Question

Find the exact value of \[\operatorname{cosec} \theta \] trigonometric functions for the angle formed when the terminal side passes through \[\left( {3,4} \right)\].
A. \[\dfrac{4}{5}\]
B. \[\dfrac{3}{5}\]
C. \[\dfrac{5}{3}\]
D. \[\dfrac{5}{4}\]

Answer 1

Hint: The terminal side is the one that can be anywhere and defines the angle. As the terminal side passes through \[\left( {3,4} \right)\] we have indirectly given the lengths of opposite side and adjacent side. By using Pythagoras theorem, find the hypotenuse and then the value of \[\operatorname{cosec} \theta \].
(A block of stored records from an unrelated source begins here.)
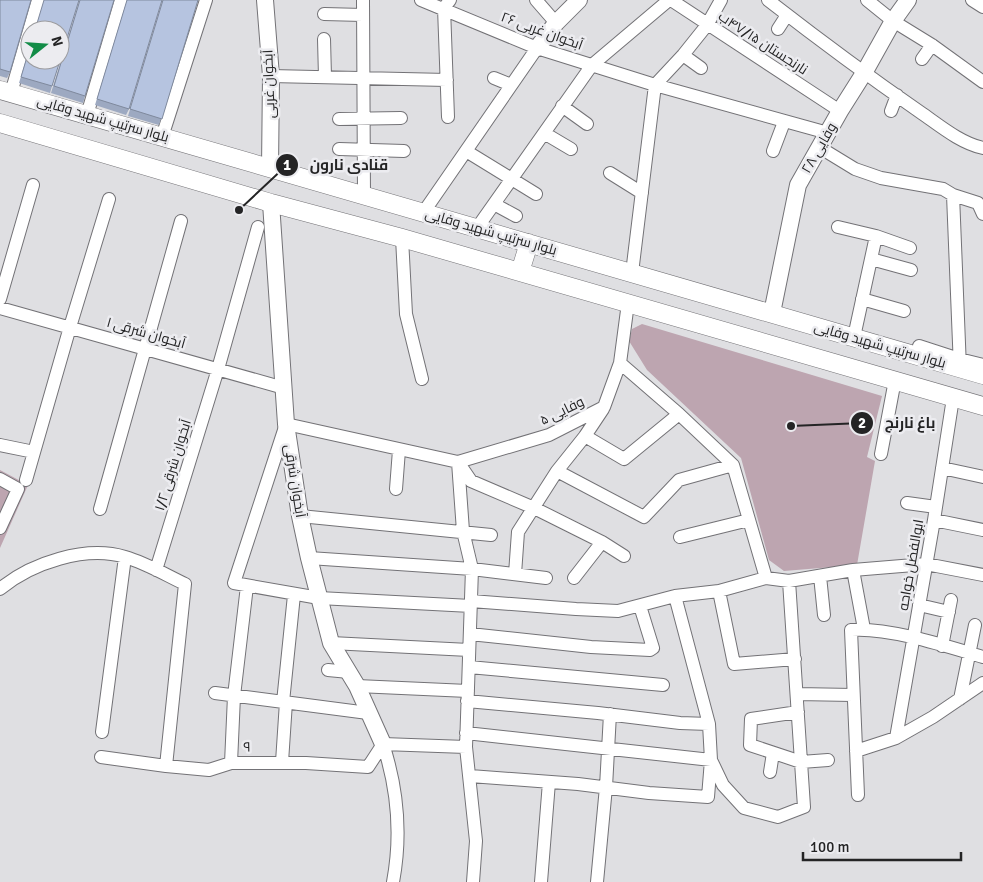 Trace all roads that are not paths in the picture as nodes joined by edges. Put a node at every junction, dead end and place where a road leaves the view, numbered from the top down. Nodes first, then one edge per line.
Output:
1 (38, 0) edge
2 (120, 0) edge
3 (206, 0) edge
4 (265, 0) edge
5 (363, 0) edge
6 (421, 0) edge
7 (536, 0) edge
8 (579, 0) edge
9 (670, 0) edge
10 (721, 0) edge
11 (768, 0) edge
12 (867, 0) edge
13 (908, 0) edge
14 (972, 0) edge
15 (447, 4) edge
16 (983, 7) edge
17 (324, 14) dead end
18 (363, 15) junction
19 (787, 15) junction
20 (893, 22) junction
21 (556, 23) junction
22 (708, 25) junction
23 (778, 29) dead end
24 (324, 39) dead end
25 (932, 45) junction
26 (537, 48) junction
27 (683, 55) junction
28 (922, 59) dead end
29 (592, 65) junction
30 (702, 68) dead end
31 (864, 73) junction
32 (271, 76) junction
33 (325, 77) junction
34 (364, 78) junction
35 (494, 78) dead end
36 (447, 80) junction
37 (983, 82) edge
38 (654, 84) junction
39 (511, 85) junction
40 (6, 91) edge
41 (897, 96) junction
42 (562, 106) junction
43 (840, 111) junction
44 (891, 111) dead end
45 (87, 115) junction
46 (448, 117) dead end
47 (401, 118) dead end
48 (339, 119) dead end
49 (364, 119) junction
50 (784, 122) junction
51 (0, 123) edge
52 (587, 124) dead end
53 (544, 133) junction
54 (162, 137) junction
55 (823, 140) junction
56 (983, 148) edge
57 (338, 149) dead end
58 (364, 149) junction
59 (571, 149) dead end
60 (404, 151) dead end
61 (466, 151) junction
62 (773, 151) dead end
63 (270, 168) junction
64 (610, 173) dead end
65 (512, 179) junction
66 (33, 186) dead end
67 (642, 193) junction
68 (536, 194) dead end
69 (364, 195) junction
70 (953, 195) junction
71 (109, 199) dead end
72 (271, 203) junction
73 (494, 204) junction
74 (424, 213) junction
75 (983, 214) edge
76 (516, 216) dead end
77 (181, 221) dead end
78 (258, 227) dead end
79 (838, 227) dead end
80 (477, 228) junction
81 (876, 236) junction
82 (402, 238) junction
83 (529, 243) junction
84 (910, 248) dead end
85 (871, 259) junction
86 (911, 270) dead end
87 (520, 272) junction
88 (632, 273) junction
89 (862, 298) junction
90 (0, 299) edge
91 (628, 303) junction
92 (0, 308) edge
93 (904, 311) dead end
94 (772, 313) junction
95 (70, 327) junction
96 (854, 337) junction
97 (919, 346) dead end
98 (145, 348) junction
99 (620, 363) junction
100 (960, 364) junction
101 (983, 365) edge
102 (218, 369) junction
103 (983, 375) edge
104 (422, 379) dead end
105 (895, 380) junction
106 (284, 388) junction
107 (953, 398) junction
108 (983, 406) edge
109 (604, 407) junction
110 (679, 414) junction
111 (286, 424) junction
112 (585, 436) junction
113 (0, 445) edge
114 (399, 450) junction
115 (34, 452) junction
116 (881, 454) dead end
117 (458, 462) junction
118 (733, 466) junction
119 (942, 468) junction
120 (557, 471) junction
121 (983, 477) edge
122 (0, 479) edge
123 (26, 480) dead end
124 (396, 489) dead end
125 (907, 503) dead end
126 (936, 507) junction
127 (534, 508) junction
128 (100, 509) dead end
129 (300, 516) junction
130 (749, 520) junction
131 (934, 520) junction
132 (0, 528) edge
133 (983, 530) edge
134 (463, 532) junction
135 (491, 535) dead end
136 (680, 537) dead end
137 (602, 542) junction
138 (624, 556) dead end
139 (125, 557) junction
140 (309, 558) junction
141 (926, 564) junction
142 (472, 569) junction
143 (156, 570) junction
144 (853, 570) junction
145 (515, 574) junction
146 (983, 575) edge
147 (820, 576) junction
148 (546, 578) dead end
149 (574, 578) dead end
150 (766, 578) junction
151 (789, 581) junction
152 (248, 586) junction
153 (0, 589) edge
154 (719, 591) junction
155 (294, 595) junction
156 (675, 596) junction
157 (319, 598) junction
158 (471, 603) junction
159 (919, 605) junction
160 (640, 606) junction
161 (824, 615) dead end
162 (975, 625) dead end
163 (864, 629) junction
164 (470, 634) junction
165 (914, 638) junction
166 (331, 643) junction
167 (942, 646) junction
168 (469, 650) junction
169 (969, 653) junction
170 (983, 657) edge
171 (795, 659) junction
172 (468, 667) junction
173 (328, 670) dead end
174 (353, 679) junction
175 (983, 683) edge
176 (663, 685) dead end
177 (215, 693) dead end
178 (797, 694) junction
179 (853, 695) junction
180 (234, 696) junction
181 (467, 696) junction
182 (960, 699) junction
183 (284, 702) junction
184 (798, 712) junction
185 (368, 713) junction
186 (610, 714) junction
187 (709, 724) junction
188 (102, 732) dead end
189 (466, 733) junction
190 (896, 738) junction
191 (383, 744) junction
192 (466, 746) junction
193 (608, 749) junction
194 (856, 751) junction
195 (774, 753) junction
196 (101, 757) dead end
197 (712, 760) junction
198 (828, 760) dead end
199 (282, 762) junction
200 (801, 762) junction
201 (231, 763) junction
202 (166, 766) junction
203 (770, 772) dead end
204 (470, 776) junction
205 (549, 782) junction
206 (606, 787) junction
207 (858, 795) dead end
208 (393, 882) edge
209 (473, 882) edge
210 (541, 882) edge
211 (597, 882) edge

1 - 40 street
2 - 45 street
3 - 54 street
4 - 32 street, آبخوان غربی
5 - 18 street
6 - 15 street, آبخوان غربی ۲۶
7 - 21 street
8 - 21 street
9 - 22 street, نارنجستان ۴۷/۱۵ب
9 - 29 street
10 - 22 street
11 - 19 street
12 - 20 street
13 - 20 street, وفایی ۲۸
14 - 16 street
15 - 26 street, آبخوان غربی ۲۶
15 - 36 street
17 - 18 street
18 - 34 street
19 - 23 street
19 - 31 street
20 - 25 street
20 - 31 street, وفایی ۲۸
21 - 26 street
22 - 27 street
22 - 43 street, نارنجستان ۴۷/۱۵ب
24 - 33 street
25 - 28 street
25 - 37 street
26 - 29 street, آبخوان غربی ۲۶
26 - 39 street
27 - 30 street
27 - 38 street
29 - 38 street, آبخوان غربی ۲۶
29 - 42 street
31 - 41 street
31 - 43 street, وفایی ۲۸
32 - 33 street
32 - 63 street, آبخوان غربی
33 - 34 street
34 - 36 street
34 - 49 street
35 - 39 street
36 - 46 street
38 - 50 street, آبخوان غربی ۲۶
38 - 67 street
39 - 61 street
40 - 45 main road, بلوار سرتیپ شهید وفایی
41 - 44 street
41 - 56 street
42 - 52 street
42 - 53 street
43 - 55 street, وفایی ۲۸
45 - 54 main road, بلوار سرتیپ شهید وفایی
47 - 49 street
48 - 49 street
49 - 58 street
50 - 55 street, آبخوان غربی ۲۶
50 - 62 street
51 - 72 main road
53 - 59 street
53 - 65 street
54 - 63 main road, بلوار سرتیپ شهید وفایی
55 - 70 street, آبخوان غربی ۲۶
55 - 94 street, وفایی ۲۸
57 - 58 street
58 - 60 street
58 - 69 street
61 - 65 street
61 - 74 street
63 - 69 main road, بلوار سرتیپ شهید وفایی
64 - 67 street
65 - 68 street
65 - 73 street
66 - 90 street
67 - 88 street
69 - 74 main road, بلوار سرتیپ شهید وفایی
70 - 75 street, آبخوان غربی ۲۶
70 - 100 street
71 - 95 street
72 - 82 main road
72 - 106 street, آبخوان شرقی
73 - 76 street
73 - 80 street
74 - 80 main road, بلوار سرتیپ شهید وفایی
77 - 98 street
78 - 102 street, آبخوان شرقی ۱/۲
79 - 81 street
80 - 83 main road, بلوار سرتیپ شهید وفایی
81 - 84 street
81 - 85 street
82 - 87 main road
82 - 104 street
83 - 87 main road
83 - 88 main road, بلوار سرتیپ شهید وفایی
85 - 86 street
85 - 89 street
87 - 91 main road
88 - 94 main road, بلوار سرتیپ شهید وفایی
89 - 93 street
89 - 96 street
91 - 99 street, وفایی ۵
91 - 105 main road
92 - 95 street, آبخوان شرقی ۱
94 - 96 main road, بلوار سرتیپ شهید وفایی
95 - 98 street, آبخوان شرقی ۱
95 - 115 street
96 - 100 main road, بلوار سرتیپ شهید وفایی
97 - 100 street
98 - 102 street, آبخوان شرقی ۱
98 - 128 street
99 - 109 street, وفایی ۵
99 - 110 street
100 - 101 street
100 - 103 main road, بلوار سرتیپ شهید وفایی
102 - 106 street, آبخوان شرقی ۱
102 - 143 street, آبخوان شرقی ۱/۲
105 - 107 main road
105 - 116 street
106 - 111 street, آبخوان شرقی
107 - 108 main road
107 - 119 street, ابوالفضل خواجه
109 - 112 street
109 - 117 street, وفایی ۵
110 - 112 street
110 - 118 street
111 - 114 street
111 - 129 street, آبخوان شرقی
111 - 152 street
112 - 120 street
113 - 115 street
114 - 117 street
114 - 124 street
115 - 123 street
117 - 127 street
117 - 134 street
118 - 120 street
118 - 130 street
119 - 121 street
119 - 126 street, ابوالفضل خواجه
120 - 127 street
122 - 132 street
125 - 126 street
126 - 131 street, ابوالفضل خواجه
127 - 137 street
127 - 145 street
129 - 134 street
129 - 140 street, آبخوان شرقی
130 - 136 street
130 - 150 street
131 - 133 street
131 - 141 street, ابوالفضل خواجه
134 - 135 street
134 - 142 street
137 - 138 street
137 - 149 street
139 - 143 street
139 - 153 street
139 - 188 street
140 - 142 street
140 - 157 street, آبخوان شرقی
141 - 144 street
141 - 146 street
141 - 159 street, ابوالفضل خواجه
142 - 145 street
142 - 158 street
143 - 202 street
144 - 147 street
144 - 163 street
145 - 148 street
147 - 151 street
147 - 161 street
150 - 151 street
150 - 154 street
151 - 171 street
152 - 155 street
152 - 180 street
154 - 156 street
154 - 171 street
155 - 157 street
155 - 183 street
156 - 160 street
156 - 187 street
157 - 158 street
157 - 166 street, آبخوان شرقی
158 - 160 street
158 - 164 street
159 - 165 street, ابوالفضل خواجه
159 - 167 street
160 - 164 street
162 - 169 street
163 - 165 street
163 - 179 street
164 - 168 street
165 - 167 street
165 - 190 street, ابوالفضل خواجه
166 - 168 street
166 - 174 street, آبخوان شرقی
167 - 169 street
168 - 172 street
169 - 170 street
169 - 182 street
171 - 178 street
172 - 176 street
172 - 181 street
173 - 174 street
174 - 181 street
174 - 185 street, آبخوان شرقی
175 - 182 street
177 - 180 street
178 - 179 street
178 - 184 street
179 - 194 street
180 - 183 street
180 - 201 street
181 - 186 street
181 - 189 street
182 - 190 street
183 - 185 street
183 - 199 street
184 - 195 street
184 - 200 street
185 - 191 street, آبخوان شرقی
186 - 187 street
186 - 193 street
187 - 197 street
189 - 192 street
189 - 193 street
190 - 194 street
191 - 192 street
191 - 199 street, ۹
191 - 208 street
192 - 204 street
193 - 197 street
193 - 206 street
194 - 207 street
195 - 200 street
195 - 203 street
196 - 202 street, ۹
197 - 200 street
197 - 206 street
198 - 200 street
199 - 201 street, ۹
201 - 202 street, ۹
204 - 205 street
204 - 209 street
205 - 206 street
205 - 210 street
206 - 211 street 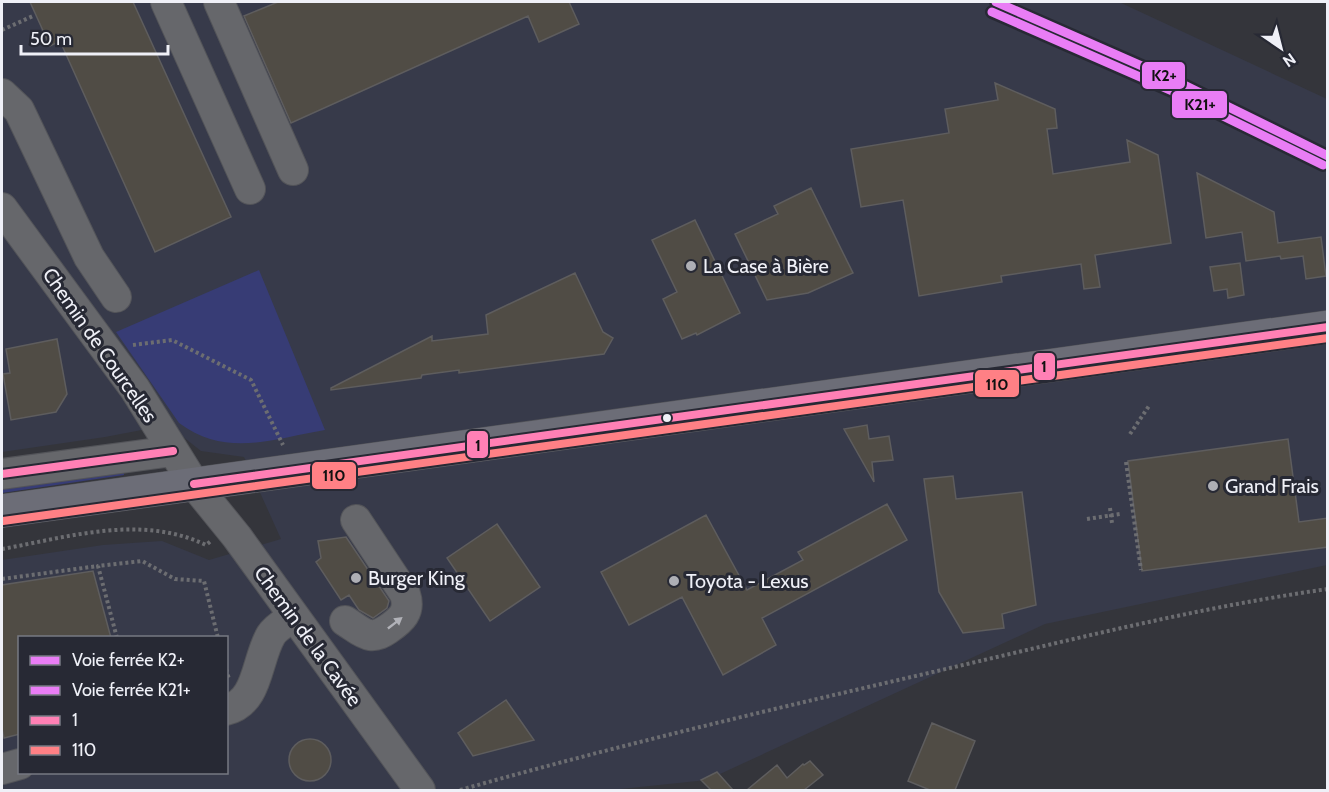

Complete step-by-step answer:

The angle formed by the terminal side passes through \[\left( {3,4} \right)\] is shown in the below figure:

Where \[\angle AOB = \theta \]

Clearly from the figure,

\[
  AB = 4{\text{ units }}\left( {{\text{Opposite side}}} \right) \\
  OB = 3{\text{ units }}\left( {{\text{Adjacent side}}} \right) \\
\]

Using Pythagoras theorem i.e., \[{\left( {{\text{Hypotenuse}}} \right)^2} = {\left(
{{\text{Opposite}}} \right)^2} + {\left( {{\text{Adjacent}}} \right)^2}\], we have

\[

  {\left( {OA} \right)^2} = {\left( {AB} \right)^2} + {\left( {OB} \right)^2} \\

  {\left( {OA} \right)^2} = {\left( 4 \right)^2} + {\left( 3 \right)^2} \\

  {\left( {OA} \right)^2} = 16 + 9 = 25 \\

  \therefore OA = 5 \\

\]

We know that \[\operatorname{cosec} \theta =
\dfrac{{{\text{Hypotenuse}}}}{{{\text{Opposite side}}}}\].

Thus, we have \[\operatorname{cosec} \theta = \dfrac{5}{3}\]

Therefore, the correct option is C. \[\dfrac{5}{3}\]

Note: Pythagoras theorem states that \[{\left( {{\text{Hypotenuse}}} \right)^2} = {\left( {{\text{Opposite}}} \right)^2} + {\left( {{\text{Adjacent}}} \right)^2}\]. Also remember that the initial side is a stationary straight line that contains a point about which another straight line is rotated to form an angle.